··· Data listing
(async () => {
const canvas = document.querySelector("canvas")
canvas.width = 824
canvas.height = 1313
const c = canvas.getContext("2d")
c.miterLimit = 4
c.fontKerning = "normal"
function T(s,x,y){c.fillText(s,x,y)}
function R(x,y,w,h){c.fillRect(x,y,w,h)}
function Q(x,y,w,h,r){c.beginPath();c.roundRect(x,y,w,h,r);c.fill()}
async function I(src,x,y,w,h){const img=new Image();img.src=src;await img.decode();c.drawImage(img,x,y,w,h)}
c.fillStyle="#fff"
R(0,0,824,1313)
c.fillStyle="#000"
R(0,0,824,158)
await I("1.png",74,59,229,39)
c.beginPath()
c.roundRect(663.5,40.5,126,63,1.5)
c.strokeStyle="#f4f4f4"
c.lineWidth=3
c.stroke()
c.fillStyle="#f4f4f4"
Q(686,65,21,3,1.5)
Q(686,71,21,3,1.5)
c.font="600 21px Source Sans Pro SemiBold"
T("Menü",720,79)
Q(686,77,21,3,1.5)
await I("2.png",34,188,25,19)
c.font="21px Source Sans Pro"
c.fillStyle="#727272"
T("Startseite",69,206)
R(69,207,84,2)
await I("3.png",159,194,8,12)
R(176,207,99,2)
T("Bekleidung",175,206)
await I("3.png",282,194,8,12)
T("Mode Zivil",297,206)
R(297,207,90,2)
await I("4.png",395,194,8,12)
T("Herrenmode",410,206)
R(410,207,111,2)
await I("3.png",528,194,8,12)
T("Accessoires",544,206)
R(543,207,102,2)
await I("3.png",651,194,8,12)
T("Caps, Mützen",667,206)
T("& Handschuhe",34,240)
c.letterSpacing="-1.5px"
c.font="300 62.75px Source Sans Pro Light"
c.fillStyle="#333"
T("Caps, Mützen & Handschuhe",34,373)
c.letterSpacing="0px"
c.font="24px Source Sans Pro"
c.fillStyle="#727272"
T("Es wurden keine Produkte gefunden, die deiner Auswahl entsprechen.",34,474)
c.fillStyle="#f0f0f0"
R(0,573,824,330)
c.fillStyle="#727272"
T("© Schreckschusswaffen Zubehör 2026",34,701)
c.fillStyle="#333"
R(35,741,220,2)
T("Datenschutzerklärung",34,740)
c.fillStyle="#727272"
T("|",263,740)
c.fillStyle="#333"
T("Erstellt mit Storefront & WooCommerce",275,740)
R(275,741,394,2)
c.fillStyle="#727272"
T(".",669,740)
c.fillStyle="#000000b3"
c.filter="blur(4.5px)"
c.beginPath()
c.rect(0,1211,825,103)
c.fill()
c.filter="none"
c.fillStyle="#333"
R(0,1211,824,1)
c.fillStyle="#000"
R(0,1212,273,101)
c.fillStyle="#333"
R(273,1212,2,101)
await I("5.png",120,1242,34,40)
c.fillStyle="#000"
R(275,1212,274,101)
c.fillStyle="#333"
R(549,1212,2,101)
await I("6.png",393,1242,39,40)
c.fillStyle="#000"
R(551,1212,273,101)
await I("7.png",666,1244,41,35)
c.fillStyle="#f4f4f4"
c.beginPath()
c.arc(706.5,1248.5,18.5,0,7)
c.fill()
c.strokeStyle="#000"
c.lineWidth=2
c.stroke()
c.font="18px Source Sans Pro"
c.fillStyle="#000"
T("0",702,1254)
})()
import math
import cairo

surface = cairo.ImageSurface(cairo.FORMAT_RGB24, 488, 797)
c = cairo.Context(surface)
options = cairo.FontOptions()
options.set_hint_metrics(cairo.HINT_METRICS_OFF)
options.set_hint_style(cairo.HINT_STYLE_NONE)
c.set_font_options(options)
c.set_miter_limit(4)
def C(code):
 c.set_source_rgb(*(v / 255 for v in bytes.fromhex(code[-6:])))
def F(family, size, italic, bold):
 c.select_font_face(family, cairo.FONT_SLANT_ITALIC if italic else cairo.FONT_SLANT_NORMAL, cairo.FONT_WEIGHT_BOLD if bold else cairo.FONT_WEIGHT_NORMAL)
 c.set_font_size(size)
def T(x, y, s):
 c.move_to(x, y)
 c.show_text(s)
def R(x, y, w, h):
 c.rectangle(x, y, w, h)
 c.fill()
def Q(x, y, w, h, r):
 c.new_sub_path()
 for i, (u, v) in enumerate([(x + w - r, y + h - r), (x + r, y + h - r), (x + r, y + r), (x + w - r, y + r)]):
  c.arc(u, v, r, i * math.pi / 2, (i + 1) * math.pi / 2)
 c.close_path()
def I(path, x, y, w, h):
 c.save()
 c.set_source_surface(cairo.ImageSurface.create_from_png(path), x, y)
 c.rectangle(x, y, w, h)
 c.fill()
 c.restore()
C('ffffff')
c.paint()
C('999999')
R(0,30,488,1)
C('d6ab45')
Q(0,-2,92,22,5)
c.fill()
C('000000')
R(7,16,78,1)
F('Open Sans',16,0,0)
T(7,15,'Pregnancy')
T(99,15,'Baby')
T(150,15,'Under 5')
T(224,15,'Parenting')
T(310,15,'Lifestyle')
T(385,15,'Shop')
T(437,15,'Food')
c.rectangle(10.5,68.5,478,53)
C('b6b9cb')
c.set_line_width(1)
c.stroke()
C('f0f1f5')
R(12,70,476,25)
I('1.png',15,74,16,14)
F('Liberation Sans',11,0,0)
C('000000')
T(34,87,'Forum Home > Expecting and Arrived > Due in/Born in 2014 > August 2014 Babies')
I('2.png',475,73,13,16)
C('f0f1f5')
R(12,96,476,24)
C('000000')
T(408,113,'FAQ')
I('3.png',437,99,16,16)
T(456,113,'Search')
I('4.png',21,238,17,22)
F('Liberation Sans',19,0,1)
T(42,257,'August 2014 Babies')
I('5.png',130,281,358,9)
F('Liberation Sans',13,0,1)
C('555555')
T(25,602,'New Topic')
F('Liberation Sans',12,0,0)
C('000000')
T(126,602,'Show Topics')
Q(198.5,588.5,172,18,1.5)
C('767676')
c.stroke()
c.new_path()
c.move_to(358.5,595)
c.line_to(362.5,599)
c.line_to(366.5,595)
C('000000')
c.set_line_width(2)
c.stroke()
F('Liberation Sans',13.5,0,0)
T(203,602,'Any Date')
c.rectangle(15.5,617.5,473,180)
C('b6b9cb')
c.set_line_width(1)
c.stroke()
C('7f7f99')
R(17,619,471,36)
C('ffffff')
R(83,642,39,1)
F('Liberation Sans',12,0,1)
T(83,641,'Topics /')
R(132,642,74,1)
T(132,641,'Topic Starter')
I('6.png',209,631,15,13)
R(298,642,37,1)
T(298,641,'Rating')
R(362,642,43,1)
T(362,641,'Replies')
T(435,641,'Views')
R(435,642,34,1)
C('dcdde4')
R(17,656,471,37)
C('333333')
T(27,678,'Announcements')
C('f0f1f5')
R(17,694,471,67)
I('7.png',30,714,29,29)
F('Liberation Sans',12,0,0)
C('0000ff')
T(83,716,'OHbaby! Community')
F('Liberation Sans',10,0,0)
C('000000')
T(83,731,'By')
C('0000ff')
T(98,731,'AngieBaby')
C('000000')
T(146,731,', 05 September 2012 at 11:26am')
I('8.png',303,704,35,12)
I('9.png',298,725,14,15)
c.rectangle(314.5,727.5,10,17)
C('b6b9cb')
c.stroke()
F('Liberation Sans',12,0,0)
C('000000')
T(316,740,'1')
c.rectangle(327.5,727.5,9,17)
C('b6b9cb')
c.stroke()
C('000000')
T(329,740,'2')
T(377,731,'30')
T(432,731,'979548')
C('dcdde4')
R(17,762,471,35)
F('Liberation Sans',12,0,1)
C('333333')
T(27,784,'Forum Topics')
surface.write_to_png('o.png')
······
Problem statement »
Reproduce, exactly as they stand in the data above, the lines from the one that holds "import math" to the one that holds "for i, (u, v)", inclusive.

Solution »
import math
import cairo

surface = cairo.ImageSurface(cairo.FORMAT_RGB24, 488, 797)
c = cairo.Context(surface)
options = cairo.FontOptions()
options.set_hint_metrics(cairo.HINT_METRICS_OFF)
options.set_hint_style(cairo.HINT_STYLE_NONE)
c.set_font_options(options)
c.set_miter_limit(4)
def C(code):
 c.set_source_rgb(*(v / 255 for v in bytes.fromhex(code[-6:])))
def F(family, size, italic, bold):
 c.select_font_face(family, cairo.FONT_SLANT_ITALIC if italic else cairo.FONT_SLANT_NORMAL, cairo.FONT_WEIGHT_BOLD if bold else cairo.FONT_WEIGHT_NORMAL)
 c.set_font_size(size)
def T(x, y, s):
 c.move_to(x, y)
 c.show_text(s)
def R(x, y, w, h):
 c.rectangle(x, y, w, h)
 c.fill()
def Q(x, y, w, h, r):
 c.new_sub_path()
 for i, (u, v) in enumerate([(x + w - r, y + h - r), (x + r, y + h - r), (x + r, y + r), (x + w - r, y + r)]):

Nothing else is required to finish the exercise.